Quotes by Anne Tyng:

"Many women have been scared away from the profession because of the strong emphasis on mathematics....All you really need to know are basic geometric principles, like the cube and the Pythagorean theorem."—1974, The Philadelphia Evening Bulletin

"[For me, architecture] has become a passionate search for essences of form and space—number, shape, proportion, scale—a search for ways to define space by thresholds of structure, natural laws, human identity and meaning."—1984, Radcliffe Quarterly

"The greatest hurdle for a woman in architecture today is the psychological development necessary to free her creative potential.
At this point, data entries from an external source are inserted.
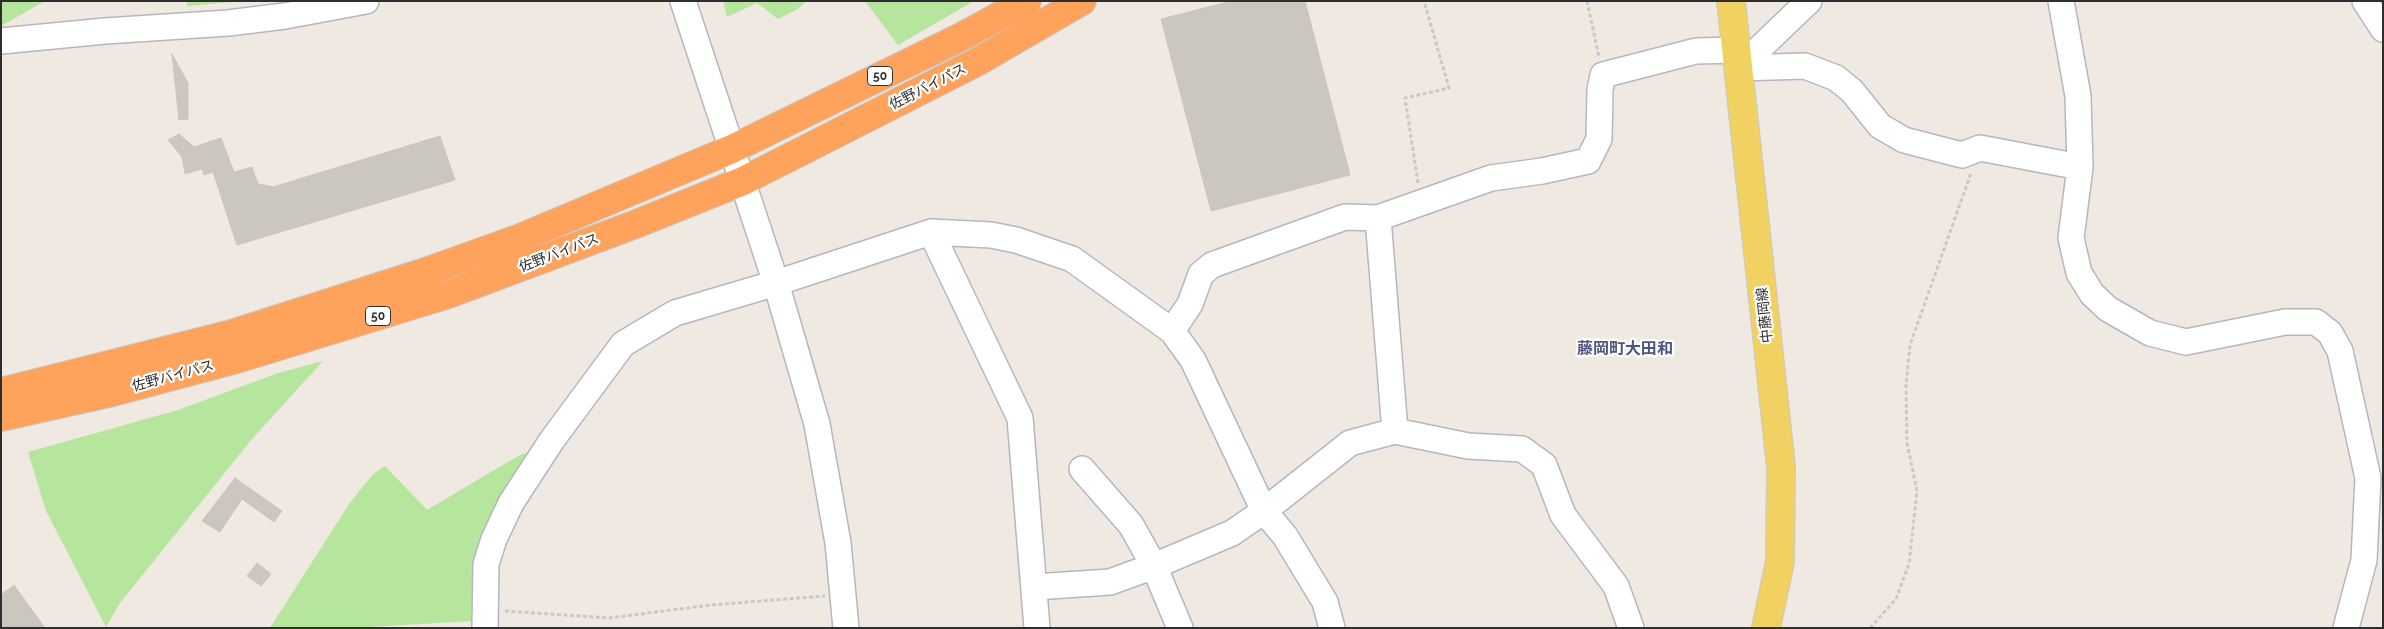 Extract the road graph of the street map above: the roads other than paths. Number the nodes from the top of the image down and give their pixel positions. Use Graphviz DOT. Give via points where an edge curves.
graph roads {
  1 [pos="366,1"];
  2 [pos="683,1"];
  3 [pos="1027,1"];
  4 [pos="1082,1"];
  5 [pos="1732,1"];
  6 [pos="1809,1"];
  7 [pos="2061,1"];
  8 [pos="2365,1"];
  9 [pos="2383,29"];
  10 [pos="1,41"];
  11 [pos="1738,59"];
  12 [pos="732,149"];
  13 [pos="2080,166"];
  14 [pos="743,181"];
  15 [pos="1378,218"];
  16 [pos="931,232"];
  17 [pos="776,283"];
  18 [pos="1172,331"];
  19 [pos="1,392"];
  20 [pos="1,417"];
  21 [pos="1395,432"];
  22 [pos="1082,469"];
  23 [pos="2375,477"];
  24 [pos="1264,511"];
  25 [pos="1154,566"];
  26 [pos="1034,587"];
  27 [pos="485,619"];
  28 [pos="846,628"];
  29 [pos="1037,628"];
  30 [pos="1180,628"];
  31 [pos="1332,628"];
  32 [pos="1630,628"];
  33 [pos="1766,628"];
  34 [pos="2346,628"];
  1 -- 10 [label="street" via="228,23"];
  2 -- 12 [label="street"];
  3 -- 12 [label="highway, 佐野バイパス / 50" via="963,36"];
  4 -- 14 [label="highway, 佐野バイパス / 50" via="976,62"];
  5 -- 11 [label="main road, 中藤岡線"];
  6 -- 11 [label="street"];
  7 -- 13 [label="street" via="2078,96"];
  8 -- 9 [label="street"];
  11 -- 13 [label="street" via="1804,66 1836,78 1852,91 1880,126 1904,140 1962,155 1980,148"];
  11 -- 15 [label="street" via="1696,51 1603,75 1599,139 1588,161 1491,178"];
  11 -- 33 [label="main road, 中藤岡線" via="1781,467 1780,562"];
  12 -- 14 [label="street"];
  12 -- 19 [label="highway, 佐野バイパス / 50" via="573,217 428,271 231,334"];
  13 -- 23 [label="street" via="2071,238 2079,274 2092,294 2108,309 2150,334 2186,342 2286,322 2316,322 2330,333 2340,351"];
  14 -- 17 [label="street"];
  14 -- 20 [label="highway, 佐野バイパス / 50" via="449,294 228,362"];
  15 -- 18 [label="street" via="1345,217 1212,264 1201,274 1190,304"];
  15 -- 21 [label="street"];
  16 -- 17 [label="street"];
  16 -- 18 [label="street" via="999,237 1072,259"];
  16 -- 26 [label="street" via="1020,418"];
  17 -- 27 [label="street" via="675,312 623,344 552,440 511,503 486,564"];
  17 -- 28 [label="street" via="817,424 831,497"];
  18 -- 24 [label="street" via="1193,360"];
  21 -- 24 [label="street" via="1350,443"];
  21 -- 32 [label="street" via="1468,446 1522,449 1544,465 1563,515 1616,586"];
  22 -- 25 [label="street" via="1131,525"];
  23 -- 34 [label="street" via="2364,560"];
  24 -- 25 [label="street" via="1232,532"];
  24 -- 31 [label="street" via="1306,567 1325,602"];
  25 -- 26 [label="street" via="1110,582"];
  25 -- 30 [label="street"];
  26 -- 29 [label="street"];
} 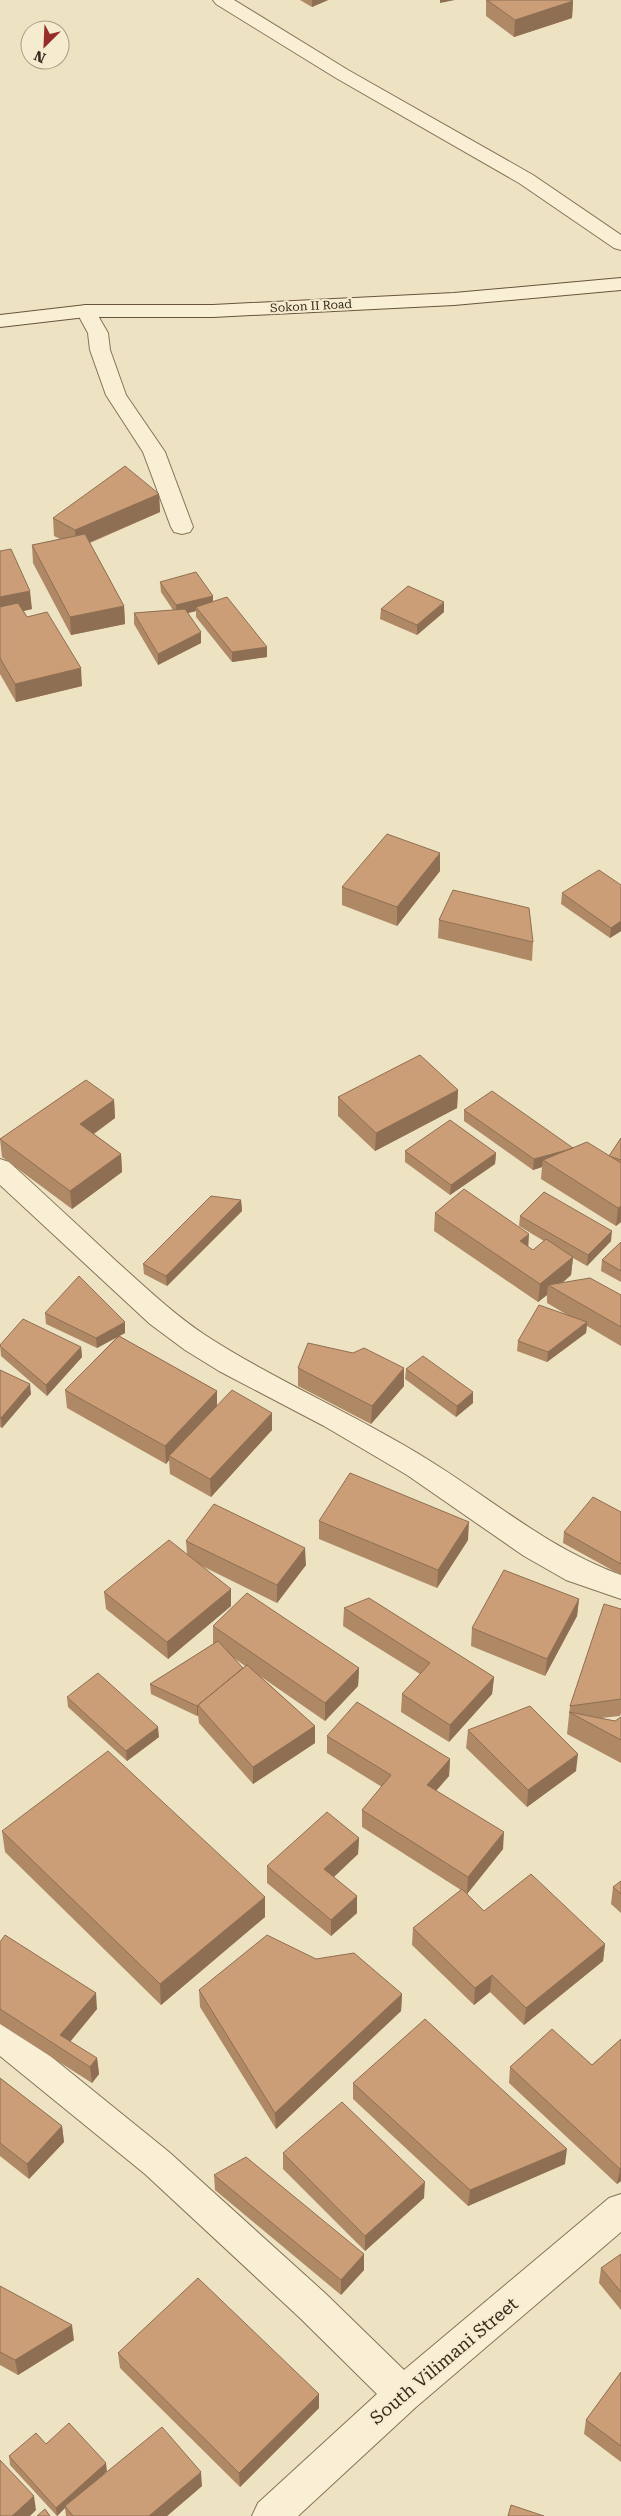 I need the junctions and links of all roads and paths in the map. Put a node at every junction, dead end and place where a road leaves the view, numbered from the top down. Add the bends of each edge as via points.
1 (222, 0) edge
2 (621, 244) edge
3 (621, 284) edge
4 (86, 311) junction
5 (0, 321) edge
6 (182, 528) dead end
7 (0, 1169) edge
8 (621, 1587) edge
9 (0, 2036) edge
10 (621, 2210) edge
11 (403, 2394) junction
12 (271, 2516) edge

1 - 2 street via 526,179
3 - 4 street, Sokon II Road via 347,305 213,311
4 - 5 street, Sokon II Road
4 - 6 street via 98,334 100,350 116,394 154,452
7 - 8 street via 160,1317 195,1342 417,1467 577,1571
9 - 11 street via 157,2163 313,2306
10 - 11 street, South Vilimani Street
11 - 12 street, South Vilimani Street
To own one's own ideas without guilt, apology, or misplaced modesty involves understanding the creative process and the so-called 'masculine' and 'feminine' principles as they function in creativity and male-female relationships."—1989, Architecture: A Place for Women

"Numbers become more interesting when you think of them in terms of forms and proportions. I am really excited about my discovery of a 'two volume cube', which has a face with divine proportions, while the edges are the square root in divine proportion and its volume is 2.05. As 0.05 is a very small value you can't really worry about it, because you need tolerances in architecture anyway. The 'two volume cube' is far more interesting than the 'one by one by one' cube because it connects you to numbers; it connects you to probability and all kinds of things that the other cube doesn't do at all. It is an entirely different story if you can connect to the Fibonacci sequence and the divine proportion sequence with a new cube."—2011, DomusWeb

Collections:

The Architectural Archives of the University of Pennsylvania holds Anne Tyng's collected papers. The Archives is internationally known for the Louis I. Kahn Collection.